Jan 18, 2010
A tool for every rule
The difference between amateur and professional software development is, I am told, process. Tedious, endless, creativity-stifling, headache-inducing process. A bunch of rules that developers hate and ignore, while development managers bite their lips and try to enforce.
Software development, like many other technical undertakings, requires a combination of creativity and discipline and it is rarely successful unless both are present. You may choose to only hire highly creative and extremely self-disciplined developers. If you do, please let me know how that is working out for you… I’m not saying that these people do not exist, they do, and they are spectacular, but they are few and far between and if you hold out for them your staffing efforts may take longer than expected. For most of us there is a conflict between being creative and being disciplined and we struggle for balance. So there you are with a team of creative developers who are not crazy about rules.
Early in my programming career I was part of a maintenance team. Our job was to fix bugs in the live product while the product development team worked on future releases. I learned a lot about good and bad code, and about how good code can be turned bad by a series of undocumented changes. When it’s new, good code is coherent and consistent, it is readable and it makes sense. But code that has been around the block and back often becomes a jumble of changes made by different people unaware of each other. This degradation can be mitigated by documenting changes. Back in 1993, the rules stated clearly that each change must be documented in the source file’s header. It’s good process, but it was almost never followed. Enforcement (via code reviews) helped some, but the team did not seem to have the degree of self-discipline required to eliminate the problem completely. Then one day the problem was eliminated, not by better enforcement but by the introduction of a tool: a new source control system was put in place that required a comment on each change and inserted the comment into the source header. People still could write a non-comment such as “NA”, but nobody did. Instead, every change was accompanied by a good, descriptive, useful comment.
Process was followed at last. Changes were documented and code integrity was protected. Best of all, our manager didn’t have to harass us to do it anymore; we felt more independent and he had no complaints about the new order of things either. Code reviews, now free from process enforcing micro-management became positive educational experiences allowing us to learn from each other.
The tool (in this case the new source control system) did two things:
1. It provided people with a ‘just-in-time’ reminder to follow process. When you were done making your change and you wanted to push it to integration testing you had to check it into the source control system. That was part of your job, you had to do it anyway. While you were there, the dialog popped up and asked you to put in a comment and you did. The burden of remembering the rule had been lifted from your shoulders.

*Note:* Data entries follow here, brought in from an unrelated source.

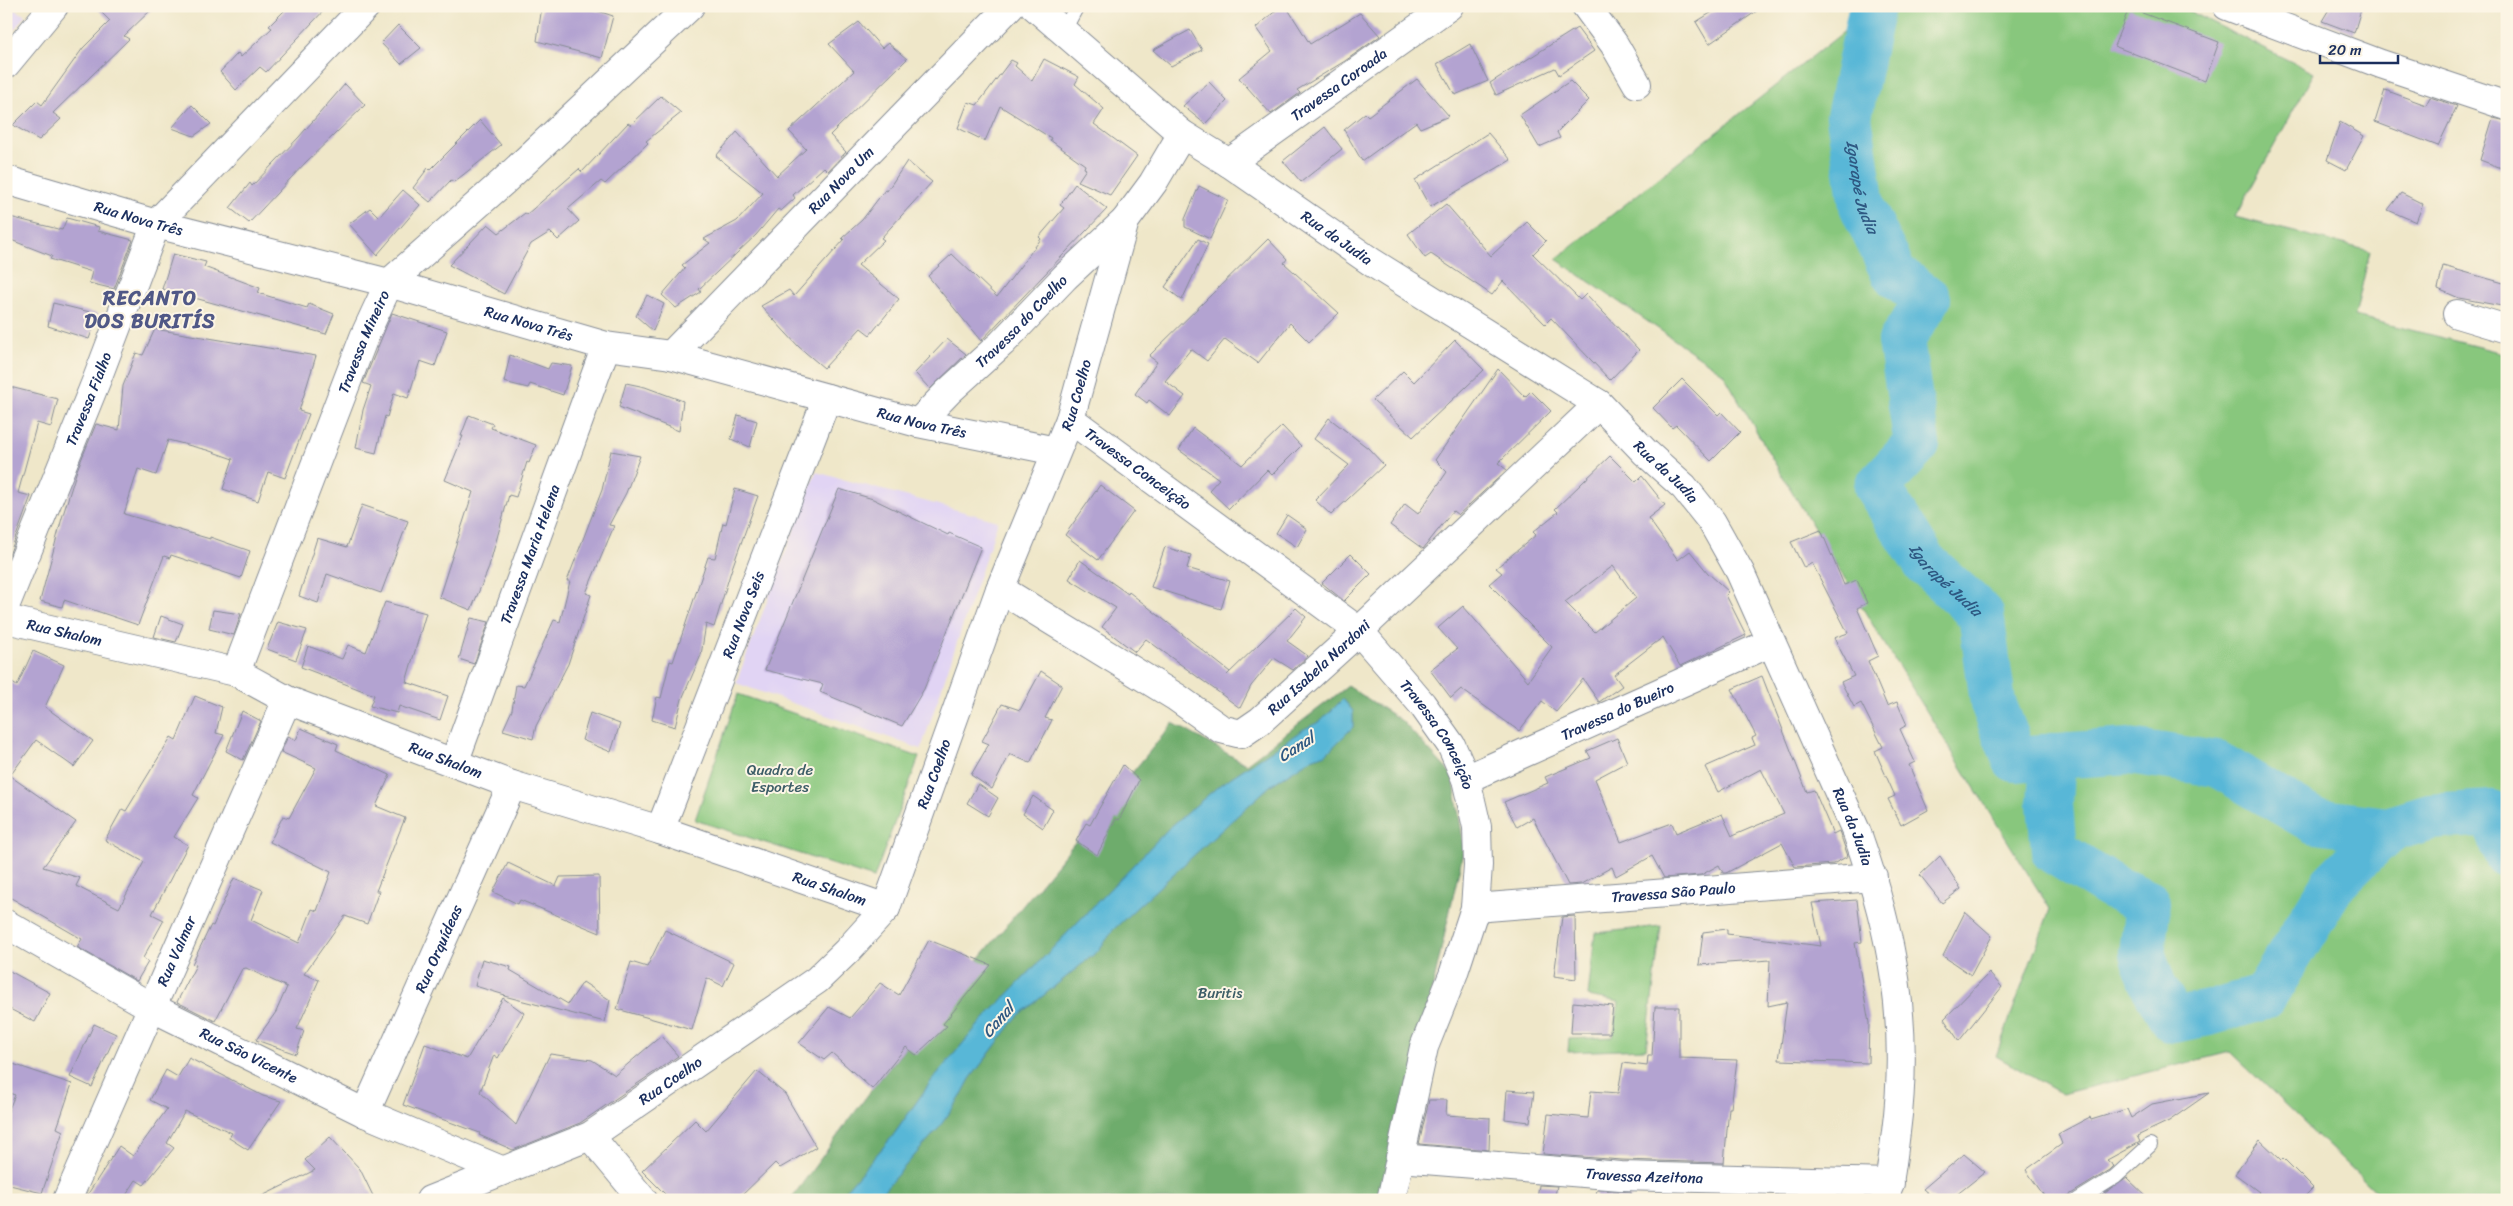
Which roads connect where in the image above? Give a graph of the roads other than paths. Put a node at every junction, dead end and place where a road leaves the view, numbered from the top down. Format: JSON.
{"nodes":[{"id":1,"x":54,"y":6,"type":"edge"},
{"id":2,"x":366,"y":6,"type":"edge"},
{"id":3,"x":690,"y":6,"type":"edge"},
{"id":4,"x":1010,"y":6,"type":"edge"},
{"id":5,"x":1034,"y":6,"type":"edge"},
{"id":6,"x":1077,"y":6,"type":"edge"},
{"id":7,"x":1448,"y":6,"type":"edge"},
{"id":8,"x":1586,"y":6,"type":"edge"},
{"id":9,"x":2227,"y":6,"type":"edge"},
{"id":10,"x":1063,"y":32,"type":"junction"},
{"id":11,"x":6,"y":64,"type":"edge"},
{"id":12,"x":1637,"y":84,"type":"dead end"},
{"id":13,"x":2507,"y":106,"type":"edge"},
{"id":14,"x":1182,"y":134,"type":"junction"},
{"id":15,"x":1229,"y":163,"type":"junction"},
{"id":16,"x":6,"y":180,"type":"edge"},
{"id":17,"x":1125,"y":221,"type":"junction"},
{"id":18,"x":156,"y":224,"type":"junction"},
{"id":19,"x":389,"y":284,"type":"junction"},
{"id":20,"x":2457,"y":314,"type":"dead end"},
{"id":21,"x":2507,"y":329,"type":"edge"},
{"id":22,"x":606,"y":346,"type":"junction"},
{"id":23,"x":671,"y":355,"type":"junction"},
{"id":24,"x":827,"y":398,"type":"junction"},
{"id":25,"x":1599,"y":404,"type":"junction"},
{"id":26,"x":1070,"y":419,"type":"junction"},
{"id":27,"x":918,"y":423,"type":"junction"},
{"id":28,"x":1056,"y":451,"type":"junction"},
{"id":29,"x":1000,"y":589,"type":"junction"},
{"id":30,"x":6,"y":604,"type":"edge"},
{"id":31,"x":6,"y":619,"type":"edge"},
{"id":32,"x":1358,"y":631,"type":"junction"},
{"id":33,"x":1770,"y":642,"type":"junction"},
{"id":34,"x":236,"y":672,"type":"junction"},
{"id":35,"x":287,"y":700,"type":"junction"},
{"id":36,"x":454,"y":763,"type":"junction"},
{"id":37,"x":1466,"y":779,"type":"junction"},
{"id":38,"x":512,"y":785,"type":"junction"},
{"id":39,"x":660,"y":830,"type":"junction"},
{"id":40,"x":1872,"y":877,"type":"junction"},
{"id":41,"x":886,"y":908,"type":"junction"},
{"id":42,"x":1475,"y":908,"type":"junction"},
{"id":43,"x":6,"y":924,"type":"edge"},
{"id":44,"x":152,"y":1008,"type":"junction"},
{"id":45,"x":365,"y":1113,"type":"junction"},
{"id":46,"x":590,"y":1136,"type":"junction"},
{"id":47,"x":2150,"y":1145,"type":"dead end"},
{"id":48,"x":1400,"y":1158,"type":"junction"},
{"id":49,"x":501,"y":1170,"type":"junction"},
{"id":50,"x":1887,"y":1191,"type":"edge"},
{"id":51,"x":67,"y":1200,"type":"edge"},
{"id":52,"x":430,"y":1200,"type":"edge"},
{"id":53,"x":643,"y":1200,"type":"edge"},
{"id":54,"x":1391,"y":1200,"type":"edge"},
{"id":55,"x":2078,"y":1200,"type":"edge"}],
"edges":[{"from":1,"to":11,"type":"street"},
{"from":2,"to":18,"type":"street","name":"Travessa Fialho"},
{"from":3,"to":19,"type":"street","name":"Travessa Mineiro"},
{"from":4,"to":23,"type":"street","name":"Rua Nova Um"},
{"from":5,"to":10,"type":"street","name":"Rua da Judia"},
{"from":6,"to":10,"type":"lane"},
{"from":7,"to":15,"type":"street","name":"Travessa Coroada"},
{"from":8,"to":12,"type":"street"},
{"from":9,"to":13,"type":"street"},
{"from":10,"to":14,"type":"street","name":"Rua da Judia"},
{"from":14,"to":15,"type":"street","name":"Rua da Judia"},
{"from":14,"to":17,"type":"street","name":"Rua Coelho"},
{"from":15,"to":25,"type":"street","name":"Rua da Judia"},
{"from":16,"to":18,"type":"street","name":"Rua Nova Três"},
{"from":17,"to":26,"type":"street","name":"Rua Coelho"},
{"from":17,"to":27,"type":"street","name":"Travessa do Coelho"},
{"from":18,"to":19,"type":"street","name":"Rua Nova Três"},
{"from":18,"to":30,"type":"street","name":"Travessa Fialho"},
{"from":19,"to":22,"type":"street","name":"Rua Nova Três"},
{"from":19,"to":34,"type":"street","name":"Travessa Mineiro"},
{"from":20,"to":21,"type":"street"},
{"from":22,"to":23,"type":"street","name":"Rua Nova Três"},
{"from":22,"to":36,"type":"street","name":"Travessa Maria Helena"},
{"from":23,"to":24,"type":"street","name":"Rua Nova Três"},
{"from":24,"to":27,"type":"street","name":"Rua Nova Três"},
{"from":24,"to":39,"type":"street","name":"Rua Nova Seis"},
{"from":25,"to":32,"type":"street","name":"Rua Isabela Nardoni"},
{"from":25,"to":33,"type":"street","name":"Rua da Judia"},
{"from":26,"to":28,"type":"street","name":"Rua Coelho"},
{"from":26,"to":32,"type":"street","name":"Travessa Conceição"},
{"from":27,"to":28,"type":"street","name":"Rua Nova Três"},
{"from":28,"to":29,"type":"street","name":"Rua Coelho"},
{"from":29,"to":32,"type":"street","name":"Rua Isabela Nardoni"},
{"from":29,"to":41,"type":"street","name":"Rua Coelho"},
{"from":31,"to":34,"type":"street","name":"Rua Shalom"},
{"from":32,"to":37,"type":"street","name":"Travessa Conceição"},
{"from":33,"to":37,"type":"street","name":"Travessa do Bueiro"},
{"from":33,"to":40,"type":"street","name":"Rua da Judia"},
{"from":34,"to":35,"type":"street","name":"Rua Shalom"},
{"from":35,"to":36,"type":"street","name":"Rua Shalom"},
{"from":35,"to":44,"type":"street","name":"Rua Valmar"},
{"from":36,"to":38,"type":"street","name":"Rua Shalom"},
{"from":37,"to":42,"type":"street","name":"Travessa Conceição"},
{"from":38,"to":39,"type":"street","name":"Rua Shalom"},
{"from":38,"to":45,"type":"street","name":"Rua Orquídeas"},
{"from":39,"to":41,"type":"street","name":"Rua Shalom"},
{"from":40,"to":42,"type":"street","name":"Travessa São Paulo"},
{"from":40,"to":50,"type":"street","name":"Rua da Judia"},
{"from":41,"to":46,"type":"street","name":"Rua Coelho"},
{"from":42,"to":48,"type":"street","name":"Travessa Conceição"},
{"from":43,"to":44,"type":"street","name":"Rua São Vicente"},
{"from":44,"to":45,"type":"street","name":"Rua São Vicente"},
{"from":44,"to":51,"type":"street","name":"Rua Valmar"},
{"from":45,"to":49,"type":"street","name":"Rua São Vicente"},
{"from":46,"to":49,"type":"street","name":"Rua Coelho"},
{"from":46,"to":53,"type":"street"},
{"from":47,"to":55,"type":"lane"},
{"from":48,"to":50,"type":"street","name":"Travessa Azeitona"},
{"from":48,"to":54,"type":"street","name":"Travessa Conceição"},
{"from":49,"to":52,"type":"street","name":"Rua Coelho"}]}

2. It took away the tedious, mindless task of taking your comment, adding date and time and pasting it into the right place in the headers of several source files. You were left with the meaningful task of writing a paragraph to describe your change, the rest was taken care of automatically.
I’ve seen the same thing happen with other process-related tasks. Collecting timesheets was always a painful and frustrating task until I had a system in place that sent email reminders with a “report your hours” link in the message. Logging hours was never hard, the painful part was remembering to do it. With an automated reminder that puts you a click away from completing your report, the pain is gone and process is followed smoothly and effortlessly. Similarly, testing and verification procedures were a real PITA until issue tracking systems with built-in workflow management came along.
No matter how lacking in discipline you think we developers are, what we really hate is having to remember tasks that are not directly related to coding. We also dislike mindless repetitive tasks that we know should be automated. Micro-management is bad for us and bad for our managers, give us a tool for every rule and process nirvana will follow.
Do rules drive you crazy? What do you do to cope with process? Leave a comment.
The article gives a comprehensive view on the issue and the solution.
In my opinion the problem is that many people do not differentiate between freedom and discipline.